How to complete this task | Extract the text of each entry below exactly, leaving every image behind.

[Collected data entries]
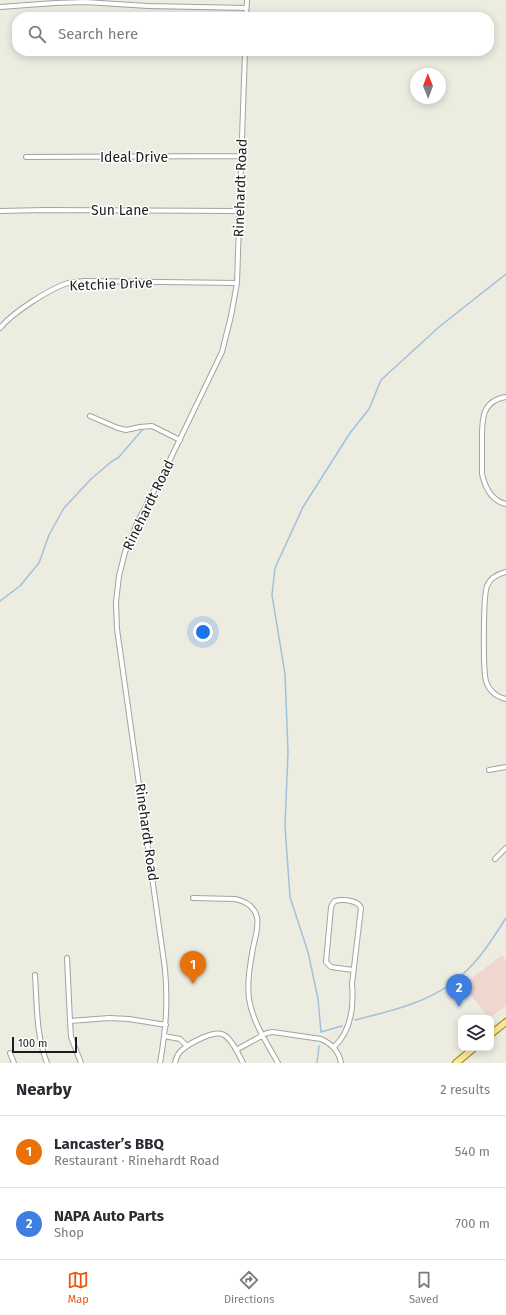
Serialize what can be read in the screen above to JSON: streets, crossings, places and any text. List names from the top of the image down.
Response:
{
  "streets": {
    "street": [
      "Ideal Drive",
      "Rinehardt Road",
      "Sun Lane",
      "Ketchie Drive"
    ]
  },
  "crossings": [
    ["Ideal Drive", "Rinehardt Road"],
    ["Rinehardt Road", "Sun Lane"],
    ["Rinehardt Road", "Ketchie Drive"]
  ],
  "scale_bar": "100 m",
  "north": "top",
  "page": {
    "search": "Search here",
    "pins": ["1", "2"],
    "scale": "100 m",
    "heading": ["Nearby", "2 results"],
    "list": [
      {
        "mark": "1",
        "name": "Lancaster’s BBQ",
        "note": "Restaurant · Rinehardt Road",
        "value": "540 m"
      },
      {
        "mark": "2",
        "name": "NAPA Auto Parts",
        "note": "Shop",
        "value": "700 m"
      }
    ],
    "nav": ["Map", "Directions", "Saved"]
  }
}
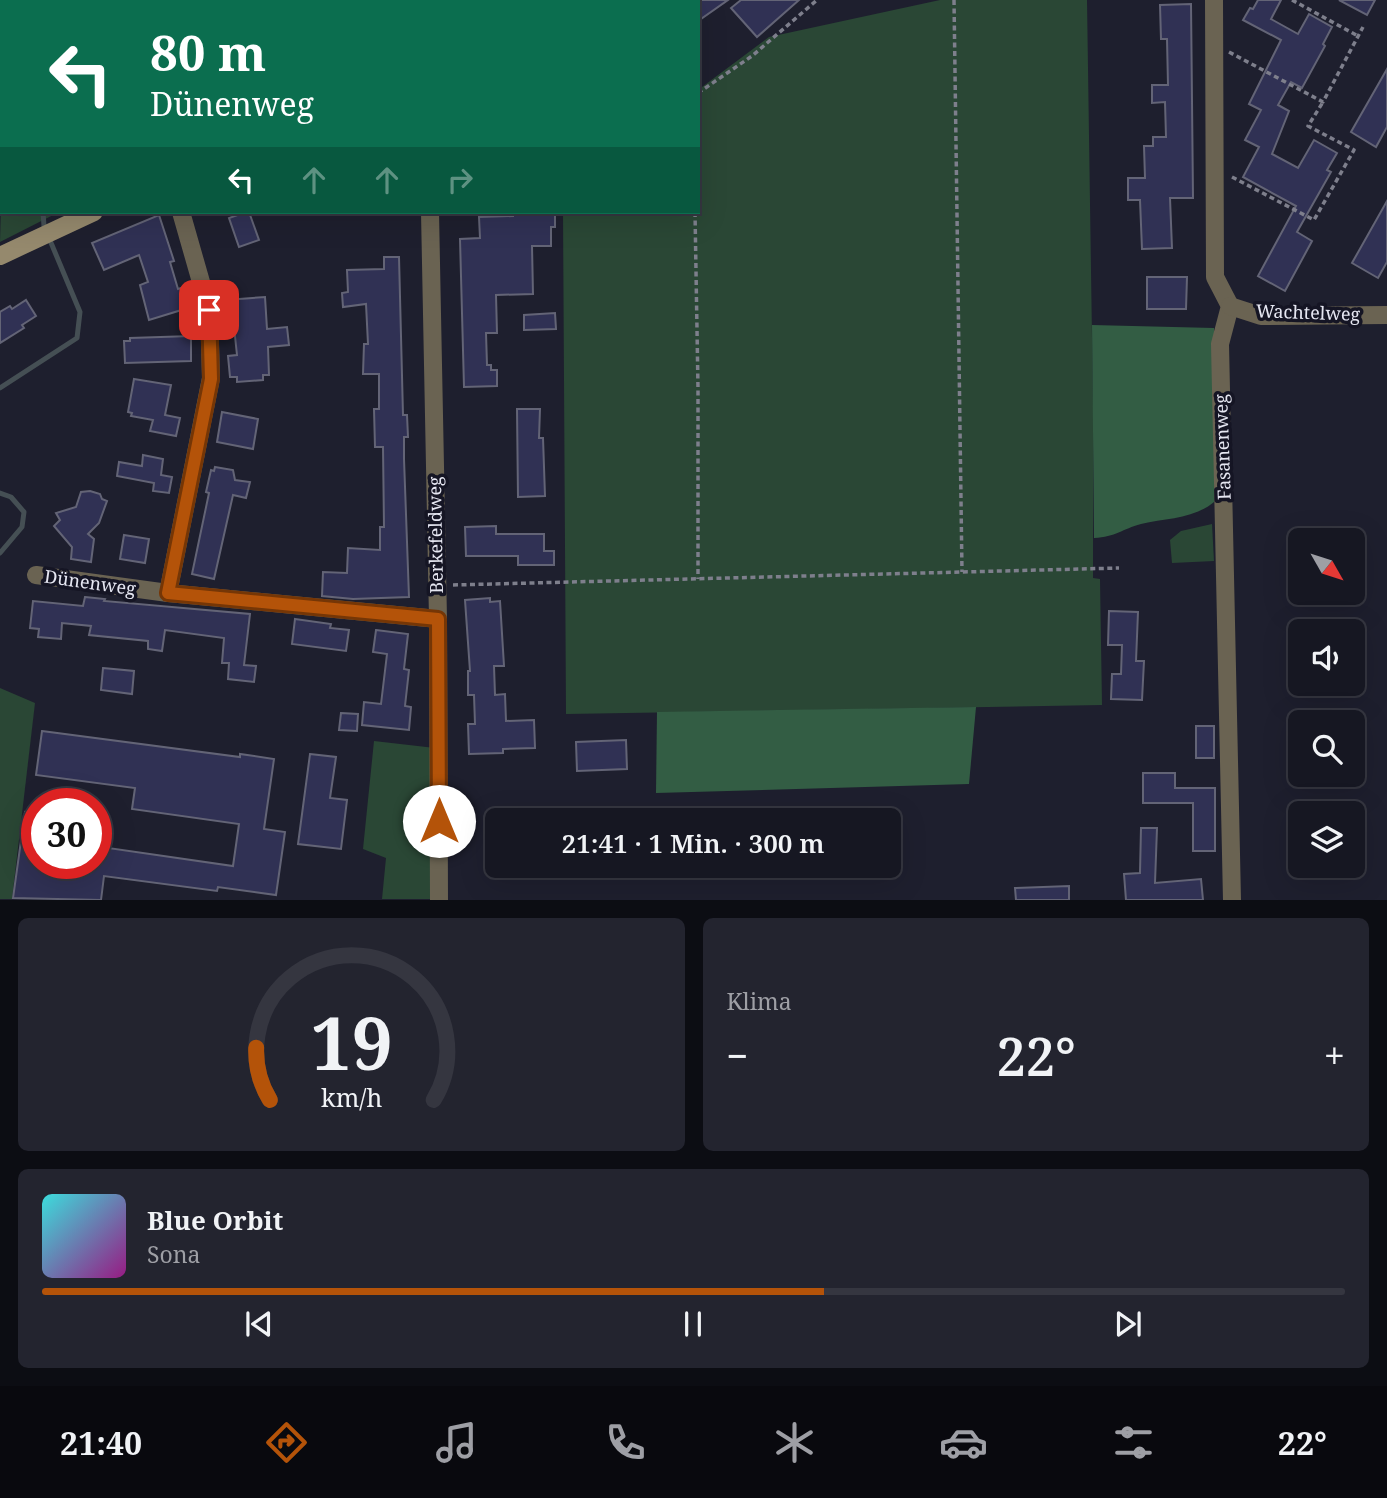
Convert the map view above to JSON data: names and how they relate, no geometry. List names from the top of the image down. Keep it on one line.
{"streets":{"street":["Wachtelweg","Fasanenweg","Berkefeldweg","Dünenweg"]},"crossings":[["Wachtelweg","Fasanenweg"],["Berkefeldweg","Dünenweg"]],"north":"bottom right","page":{"turn":["80 m","Dünenweg"],"limit":"30","trip":"21:41 · 1 Min. · 300 m","tile":"Klima","heat":["−","22°","+"],"song":["Blue Orbit","Sona"],"tabs":["21:40","22°"],"gauge":["19","km/h"]}}
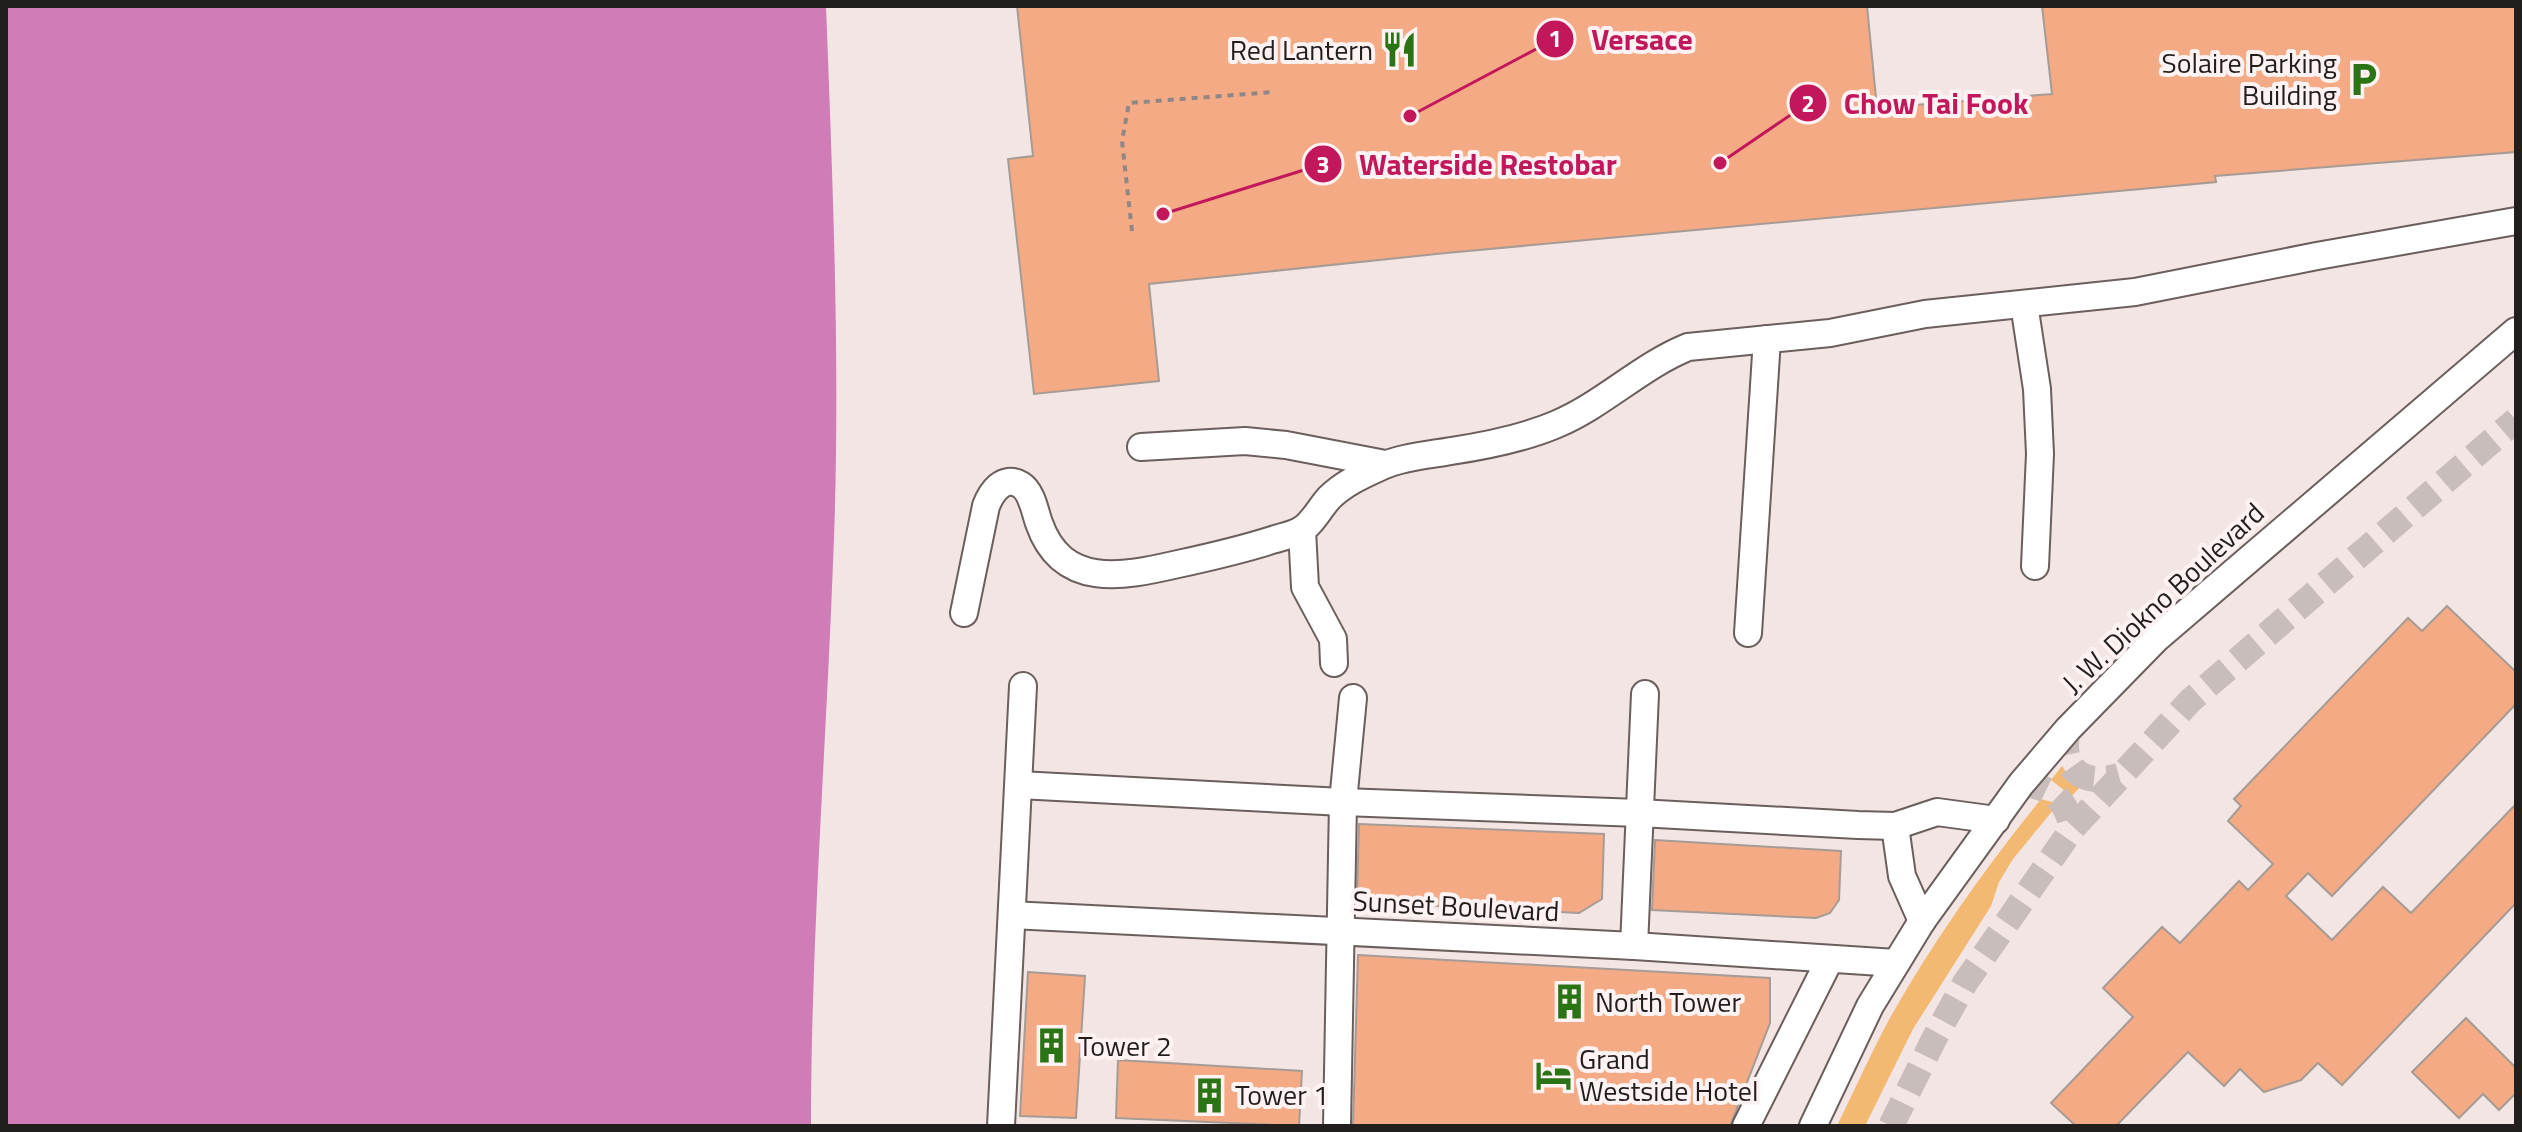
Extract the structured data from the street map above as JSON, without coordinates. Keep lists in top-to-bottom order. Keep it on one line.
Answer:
{"streets":{"street":["J. W. Diokno Boulevard","Sunset Boulevard"]},"crossings":[["J. W. Diokno Boulevard","Sunset Boulevard"]],"places":{"restaurant":["Red Lantern"],"parking":["Solaire Parking Building"],"other":["Versace","Chow Tai Fook","Waterside Restobar"],"building":["North Tower","Tower 2","Tower 1"],"hotel":["Grand Westside Hotel"]}}
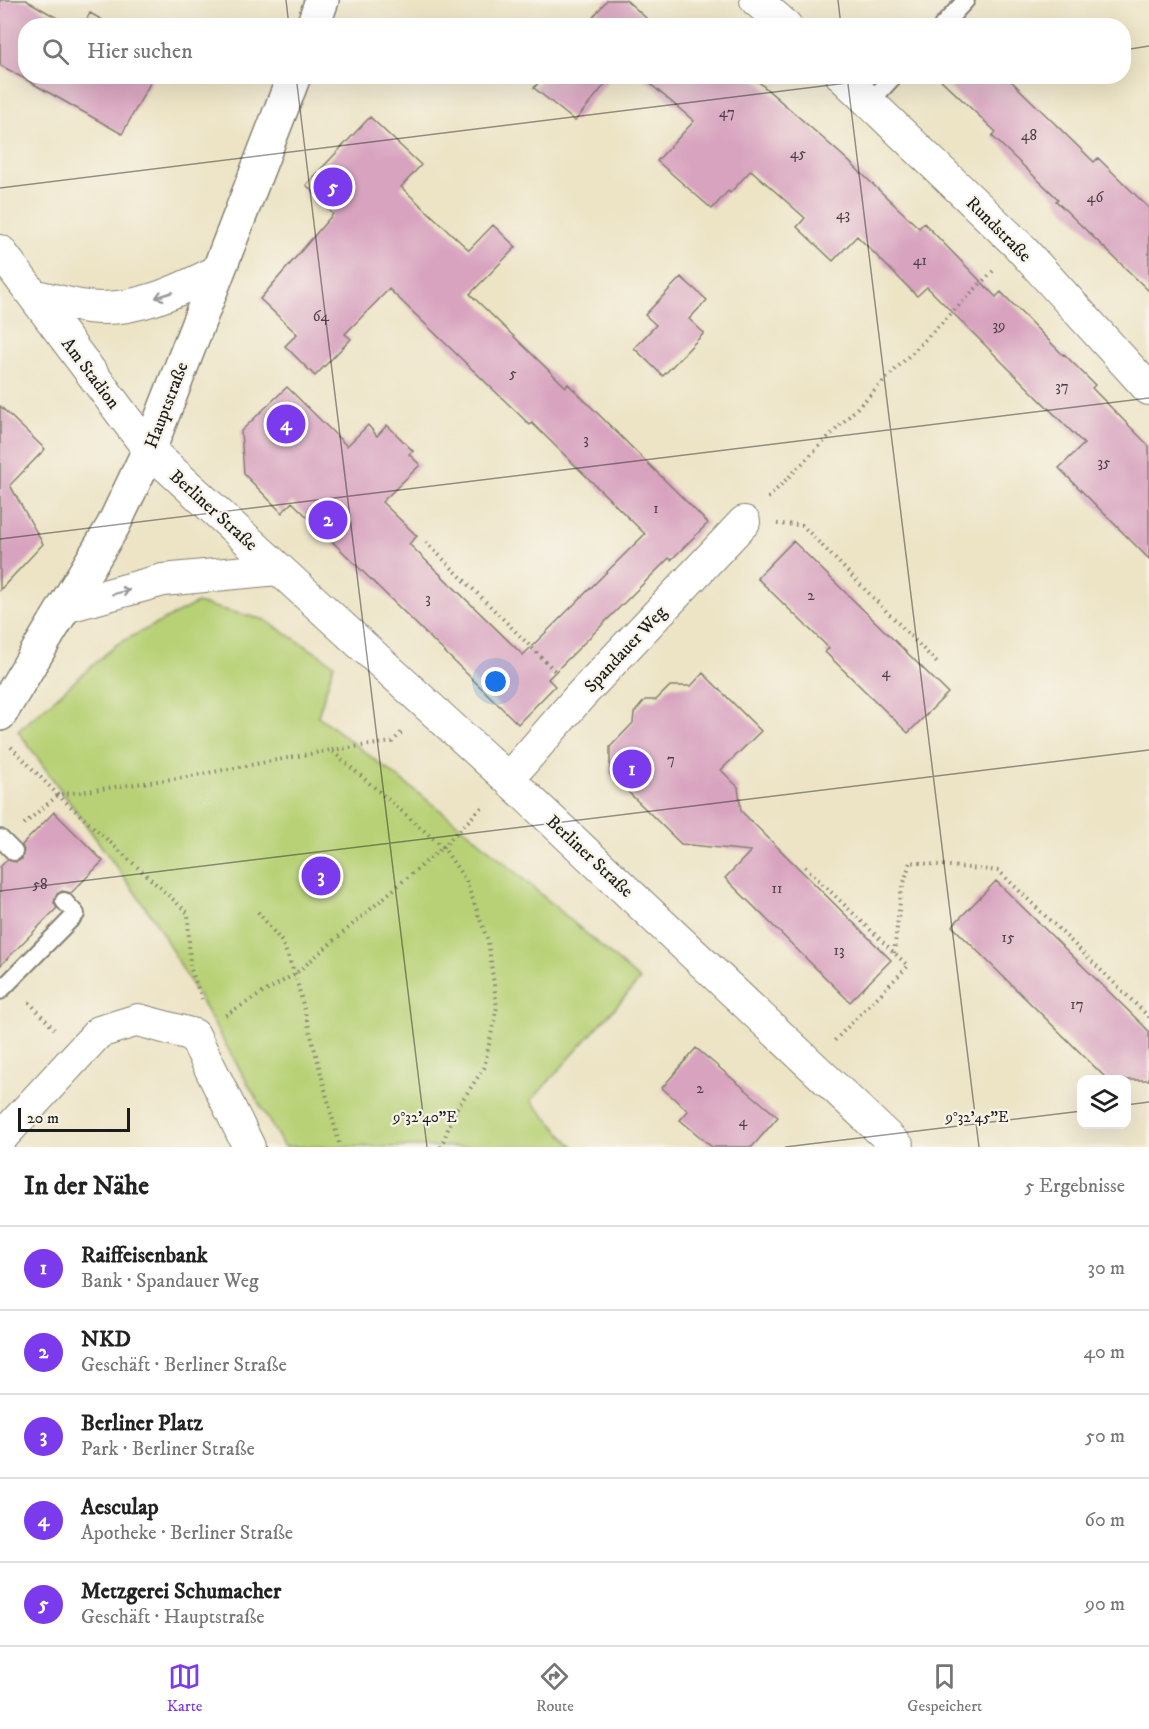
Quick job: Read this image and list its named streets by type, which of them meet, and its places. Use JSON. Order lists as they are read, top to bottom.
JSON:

Solved exercise |
Serialize what can be read in the screen above to JSON: streets, crossings, places and any text. List names from the top of the image down.
Response:
{
  "streets": {
    "street": [
      "Ideal Drive",
      "Rinehardt Road",
      "Sun Lane",
      "Ketchie Drive"
    ]
  },
  "crossings": [
    ["Ideal Drive", "Rinehardt Road"],
    ["Rinehardt Road", "Sun Lane"],
    ["Rinehardt Road", "Ketchie Drive"]
  ],
  "scale_bar": "100 m",
  "north": "top",
  "page": {
    "search": "Search here",
    "pins": ["1", "2"],
    "scale": "100 m",
    "heading": ["Nearby", "2 results"],
    "list": [
      {
        "mark": "1",
        "name": "Lancaster’s BBQ",
        "note": "Restaurant · Rinehardt Road",
        "value": "540 m"
      },
      {
        "mark": "2",
        "name": "NAPA Auto Parts",
        "note": "Shop",
        "value": "700 m"
      }
    ],
    "nav": ["Map", "Directions", "Saved"]
  }
}
Convert the map view above to JSON data: names and how they relate, no geometry. List names from the top of the image down. Keep it on one line.
{"streets":{"street":["Wachtelweg","Fasanenweg","Berkefeldweg","Dünenweg"]},"crossings":[["Wachtelweg","Fasanenweg"],["Berkefeldweg","Dünenweg"]],"north":"bottom right","page":{"turn":["80 m","Dünenweg"],"limit":"30","trip":"21:41 · 1 Min. · 300 m","tile":"Klima","heat":["−","22°","+"],"song":["Blue Orbit","Sona"],"tabs":["21:40","22°"],"gauge":["19","km/h"]}}
Extract the structured data from the street map above as JSON, without coordinates. Keep lists in top-to-bottom order. Keep it on one line.
Answer:
{"streets":{"street":["J. W. Diokno Boulevard","Sunset Boulevard"]},"crossings":[["J. W. Diokno Boulevard","Sunset Boulevard"]],"places":{"restaurant":["Red Lantern"],"parking":["Solaire Parking Building"],"other":["Versace","Chow Tai Fook","Waterside Restobar"],"building":["North Tower","Tower 2","Tower 1"],"hotel":["Grand Westside Hotel"]}}
Quick job: Read this image and list its named streets by type, which of them meet, and its places. Use JSON. Order lists as they are read, top to bottom.
JSON:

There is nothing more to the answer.